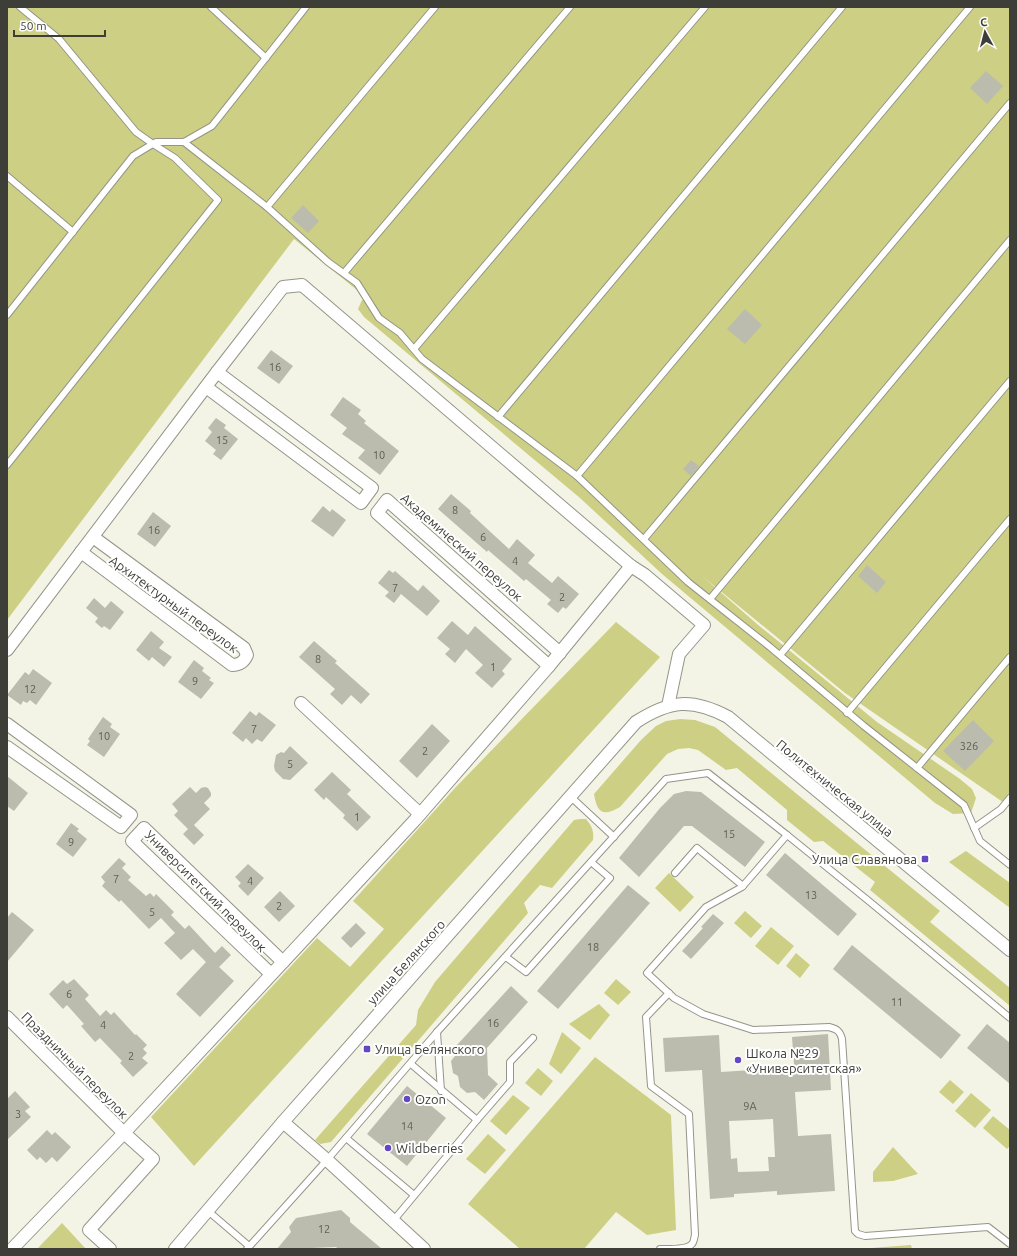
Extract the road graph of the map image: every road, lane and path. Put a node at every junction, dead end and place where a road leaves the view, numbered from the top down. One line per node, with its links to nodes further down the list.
1 (20, 7): 12 (lane)
2 (211, 7): 9 (lane)
3 (306, 7): 9 (lane)
4 (435, 7): 14 (lane)
5 (570, 7): 17 (lane)
6 (705, 7): 19 (lane)
7 (842, 7): 23 (lane)
8 (970, 7): 25 (lane)
9 (266, 58): 11 (lane)
10 (1010, 103): 28 (lane)
11 (184, 142): 12 (lane); 14 (lane)
12 (153, 144): 15 (lane); 24 (lane)
13 (7, 176): 15 (lane)
14 (267, 207): 17 (lane)
15 (73, 232): 18 (lane)
16 (1010, 240): 31 (lane)
17 (344, 273): 19 (lane)
18 (7, 315)
19 (414, 350): 23 (lane)
20 (217, 372): 22 (street); 22 (street); 30 (street)
21 (1010, 381): 34 (lane)
22 (206, 387): 27 (street)
23 (498, 416): 25 (lane)
24 (7, 465)
25 (577, 476): 28 (lane)
26 (1010, 518): 39 (lane)
27 (93, 537): 29 (street); 29 (street, Архитектурный переулок)
28 (644, 539): 31 (lane)
29 (81, 552): 32 (street)
30 (631, 566): 33 (street); 38 (street)
31 (710, 599): 34 (lane)
32 (7, 650)
33 (560, 653): 36 (street); 36 (street, Академический переулок)
34 (780, 655): 39 (lane)
35 (1010, 657): 42 (lane)
36 (549, 666): 45 (street)
37 (301, 703): 45 (street)
38 (668, 706): 43 (street, улица Белянского); 53 (street, Политехническая улица)
39 (847, 713): 42 (lane)
40 (7, 724): 41 (street)
41 (7, 747)
42 (917, 768): 46 (lane)
43 (571, 797): 48 (lane); 65 (street, улица Белянского)
44 (1010, 798): 46 (lane)
45 (420, 814): 55 (street)
46 (974, 828): 50 (lane)
47 (787, 835): 48 (lane); 52 (lane); 59 (lane)
48 (614, 836): 49 (lane)
49 (591, 862): 54 (lane); 54 (lane)
50 (1010, 865)
51 (675, 873): 52 (lane)
52 (743, 886): 57 (lane)
53 (1010, 950)
54 (506, 956): 60 (lane)
55 (283, 962): 56 (street); 56 (street, Университетский переулок)
56 (271, 974): 66 (street)
57 (669, 993): 72 (lane); 78 (lane)
58 (7, 1017): 66 (street, Праздничный переулок)
59 (1010, 1018)
60 (437, 1032): 62 (lane); 63 (lane)
61 (532, 1038): 64 (lane)
62 (411, 1064): 63 (lane); 67 (lane)
63 (442, 1090): 64 (lane)
64 (478, 1120): 69 (lane)
65 (283, 1122): 68 (street); 70 (street, улица Белянского)
66 (124, 1132): 74 (street); 75 (street, Праздничный переулок)
67 (346, 1138): 68 (lane); 69 (lane)
68 (327, 1160): 71 (street); 73 (lane)
69 (414, 1195): 71 (lane)
70 (208, 1211): 73 (lane); 76 (street, улица Белянского)
71 (393, 1221): 77 (street)
72 (1010, 1244)
73 (248, 1248)
74 (12, 1249)
75 (110, 1249)
76 (175, 1249)
77 (424, 1249)
78 (660, 1249)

What to work on — Please return every line of the records that contains the word "переулок".

Expected answer —
27 (93, 537): 29 (street); 29 (street, Архитектурный переулок)
33 (560, 653): 36 (street); 36 (street, Академический переулок)
55 (283, 962): 56 (street); 56 (street, Университетский переулок)
58 (7, 1017): 66 (street, Праздничный переулок)
66 (124, 1132): 74 (street); 75 (street, Праздничный переулок)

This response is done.